I searched backward—through childhood, adolescence, early adulthood—turning over memories like stones, hoping to find a version of myself that existed without threat. 

I was about 3 in this photo
This was in Second Grade

4th Grade

5th grade
I looked for a time before my body learned to stay alert, before my mind learned to scan rooms for danger, before shame arrived faster than thought. I searched for a self that moved through the world without bracing.

I found moments.
Laughter that caught me off guard.
Connection that felt warm and real.
Joy that rose suddenly and honestly.

But they were moments, not a state.
Interruptions are not a foundation.

They existed despite the fear, not because it was absent.
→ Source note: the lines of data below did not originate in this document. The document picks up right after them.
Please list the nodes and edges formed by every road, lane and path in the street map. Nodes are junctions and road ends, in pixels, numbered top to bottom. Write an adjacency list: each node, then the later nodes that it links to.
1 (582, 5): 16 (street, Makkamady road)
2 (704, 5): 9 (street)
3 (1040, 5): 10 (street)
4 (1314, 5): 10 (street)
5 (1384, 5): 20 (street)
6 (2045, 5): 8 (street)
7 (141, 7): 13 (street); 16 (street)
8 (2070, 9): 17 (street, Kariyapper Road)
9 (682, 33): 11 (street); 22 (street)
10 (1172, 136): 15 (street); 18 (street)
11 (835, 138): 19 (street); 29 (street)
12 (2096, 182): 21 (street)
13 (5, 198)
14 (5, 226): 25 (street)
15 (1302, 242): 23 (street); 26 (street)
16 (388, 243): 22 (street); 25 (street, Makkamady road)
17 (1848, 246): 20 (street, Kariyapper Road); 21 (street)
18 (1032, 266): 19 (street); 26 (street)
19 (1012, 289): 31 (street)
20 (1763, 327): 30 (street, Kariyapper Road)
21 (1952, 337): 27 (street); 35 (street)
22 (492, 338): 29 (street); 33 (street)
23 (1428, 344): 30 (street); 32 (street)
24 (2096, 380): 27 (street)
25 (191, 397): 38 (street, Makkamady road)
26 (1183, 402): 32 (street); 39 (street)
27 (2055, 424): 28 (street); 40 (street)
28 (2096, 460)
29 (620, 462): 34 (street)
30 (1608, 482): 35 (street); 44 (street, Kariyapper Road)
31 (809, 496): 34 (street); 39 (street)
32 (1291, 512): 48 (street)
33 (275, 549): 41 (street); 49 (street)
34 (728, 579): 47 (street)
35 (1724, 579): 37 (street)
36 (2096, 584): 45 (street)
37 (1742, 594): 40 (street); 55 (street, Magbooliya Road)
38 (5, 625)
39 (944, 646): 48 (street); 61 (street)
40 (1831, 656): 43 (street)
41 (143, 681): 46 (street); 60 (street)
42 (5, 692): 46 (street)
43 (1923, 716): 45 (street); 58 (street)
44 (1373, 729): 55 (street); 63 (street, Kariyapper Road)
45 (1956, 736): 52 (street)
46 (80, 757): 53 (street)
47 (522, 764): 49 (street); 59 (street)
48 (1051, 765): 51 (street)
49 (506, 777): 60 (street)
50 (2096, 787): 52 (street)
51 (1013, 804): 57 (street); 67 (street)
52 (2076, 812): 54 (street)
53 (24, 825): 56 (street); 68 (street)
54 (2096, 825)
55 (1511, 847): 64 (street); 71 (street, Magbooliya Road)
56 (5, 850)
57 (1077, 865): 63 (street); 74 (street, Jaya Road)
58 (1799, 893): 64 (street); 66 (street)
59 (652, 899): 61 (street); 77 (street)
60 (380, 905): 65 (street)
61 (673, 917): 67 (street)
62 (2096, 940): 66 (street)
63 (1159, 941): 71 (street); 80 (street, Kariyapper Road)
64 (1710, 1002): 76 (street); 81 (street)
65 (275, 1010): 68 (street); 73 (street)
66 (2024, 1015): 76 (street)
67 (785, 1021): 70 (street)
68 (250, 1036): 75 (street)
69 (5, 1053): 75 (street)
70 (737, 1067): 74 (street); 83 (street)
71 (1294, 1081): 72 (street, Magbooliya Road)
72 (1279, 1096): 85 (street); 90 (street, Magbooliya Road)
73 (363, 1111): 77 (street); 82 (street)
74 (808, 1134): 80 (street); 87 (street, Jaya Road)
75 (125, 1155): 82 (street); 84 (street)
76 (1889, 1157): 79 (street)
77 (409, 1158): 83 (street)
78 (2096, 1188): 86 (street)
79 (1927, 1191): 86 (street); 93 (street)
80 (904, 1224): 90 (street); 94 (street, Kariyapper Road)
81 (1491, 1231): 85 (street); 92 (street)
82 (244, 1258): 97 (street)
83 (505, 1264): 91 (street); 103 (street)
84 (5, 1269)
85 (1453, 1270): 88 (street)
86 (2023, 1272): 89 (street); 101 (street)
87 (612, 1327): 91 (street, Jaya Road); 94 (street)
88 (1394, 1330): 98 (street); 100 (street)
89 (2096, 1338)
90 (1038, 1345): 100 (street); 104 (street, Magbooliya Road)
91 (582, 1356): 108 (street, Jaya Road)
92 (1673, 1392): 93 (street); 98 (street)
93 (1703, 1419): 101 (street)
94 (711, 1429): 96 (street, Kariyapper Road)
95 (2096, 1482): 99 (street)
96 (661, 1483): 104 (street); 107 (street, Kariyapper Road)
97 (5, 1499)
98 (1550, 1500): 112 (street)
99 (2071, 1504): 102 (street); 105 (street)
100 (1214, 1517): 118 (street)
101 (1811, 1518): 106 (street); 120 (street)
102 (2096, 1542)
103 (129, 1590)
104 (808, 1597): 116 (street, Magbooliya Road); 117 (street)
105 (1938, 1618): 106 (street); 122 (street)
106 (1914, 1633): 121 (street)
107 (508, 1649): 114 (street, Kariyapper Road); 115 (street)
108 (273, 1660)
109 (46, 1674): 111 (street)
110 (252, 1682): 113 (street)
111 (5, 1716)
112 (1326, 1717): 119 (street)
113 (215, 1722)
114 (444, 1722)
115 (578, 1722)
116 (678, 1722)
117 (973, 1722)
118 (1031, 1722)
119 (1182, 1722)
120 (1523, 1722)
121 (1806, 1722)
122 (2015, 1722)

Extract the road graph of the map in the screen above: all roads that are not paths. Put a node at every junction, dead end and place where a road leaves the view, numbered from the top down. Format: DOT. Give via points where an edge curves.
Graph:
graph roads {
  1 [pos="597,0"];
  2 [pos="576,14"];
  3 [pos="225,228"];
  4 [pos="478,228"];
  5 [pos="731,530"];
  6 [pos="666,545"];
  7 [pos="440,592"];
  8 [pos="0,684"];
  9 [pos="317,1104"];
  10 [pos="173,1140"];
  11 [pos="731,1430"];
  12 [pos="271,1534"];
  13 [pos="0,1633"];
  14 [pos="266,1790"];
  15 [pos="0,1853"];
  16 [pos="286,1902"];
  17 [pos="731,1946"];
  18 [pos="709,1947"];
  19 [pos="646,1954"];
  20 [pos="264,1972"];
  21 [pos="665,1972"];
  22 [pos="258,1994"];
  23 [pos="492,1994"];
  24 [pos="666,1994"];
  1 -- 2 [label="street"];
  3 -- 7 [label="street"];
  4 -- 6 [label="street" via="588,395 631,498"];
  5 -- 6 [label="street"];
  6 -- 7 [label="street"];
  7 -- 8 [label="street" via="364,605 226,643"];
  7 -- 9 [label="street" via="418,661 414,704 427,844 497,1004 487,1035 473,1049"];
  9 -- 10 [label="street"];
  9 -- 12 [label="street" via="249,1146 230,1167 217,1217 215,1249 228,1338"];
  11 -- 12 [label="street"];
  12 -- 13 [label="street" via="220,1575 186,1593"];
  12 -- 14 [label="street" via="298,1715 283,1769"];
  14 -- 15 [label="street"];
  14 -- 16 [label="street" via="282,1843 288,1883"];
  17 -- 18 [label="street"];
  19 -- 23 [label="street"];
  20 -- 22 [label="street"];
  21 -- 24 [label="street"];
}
Even in happiness, something inside me stayed watchful, waiting for the shift, counting the cost. I had never rested inside joy—I had only visited it.

“Well” had always been conditional.
Temporary.
Borrowed.

It depended on circumstances lining up just right. On no one being angry. On no one needing too much from me. On my body behaving, my emotions staying contained, my needs remaining small enough not to be noticed. Wellness was something I was allowed briefly, as long as I did not inconvenience anyone with it.

Sitting there, staring at that first assignment, another realization surfaced—quiet, but heavy.

If I knew how to act well without actually feeling well…
If I knew how to perform emotions without allowing myself to experience them…
What did that mean?

It meant I had learned performance before safety.
It meant my nervous system knew scripts, not rest.
It meant I could imitate wellness and emotion long before I was ever allowed to live inside either one.

That realization landed harder than I expected—especially for a first assignment that was supposed to introduce healing, not expose its absence.

I saw how deeply my sense of self had been shaped by endurance.

I did not know who I was at rest.
I knew who I was under pressure.

I knew how to disappear.
How to comply before being asked.
How to anticipate moods and needs before they were spoken.
How to absorb harm quietly, efficiently, without drawing attention.

Those skills had once kept me safe. They were adaptive, even necessary. But over time, they had become my identity. I learned who I was by how well I could survive, not by how fully I could be.

So when I was asked—on day one—who I was without the weight of trauma pressing against my nervous system, without the constant internal scanning, without the reflex to apologize for existing, I had nothing to point to.

No internal reference photo.
No baseline.
No memory of inhabiting my body without armor.

And the shame came quickly after that realization.

Not because I hadn’t healed “enough,” but because some part of me believed I should know. As if not having an answer meant I had already failed recovery. As if this blank space was proof that something essential had been missed or broken beyond repair.

It felt like discovering a missing chapter in my own life and assuming it was my fault it had never been written.

But over time—slowly, gently—that first assignment began to shift.

The question did not change.
What are you like when you are feeling well?

But the way it sounded did.

It stopped feeling like an accusation and started sounding like something unfinished. Not a test I was failing, but a sentence with a blank space I had never been given permission to fill.

I still don’t have an answer.

What I have instead is the awareness that I learned how to survive before I ever learned how to feel. That I can name emotions, perform them, even explain them—while still not knowing how to let them live inside my body.

And I don’t yet know how to begin.

But for the first time, I am allowing myself to admit that.

And this time, I am not ashamed of the silence that follows.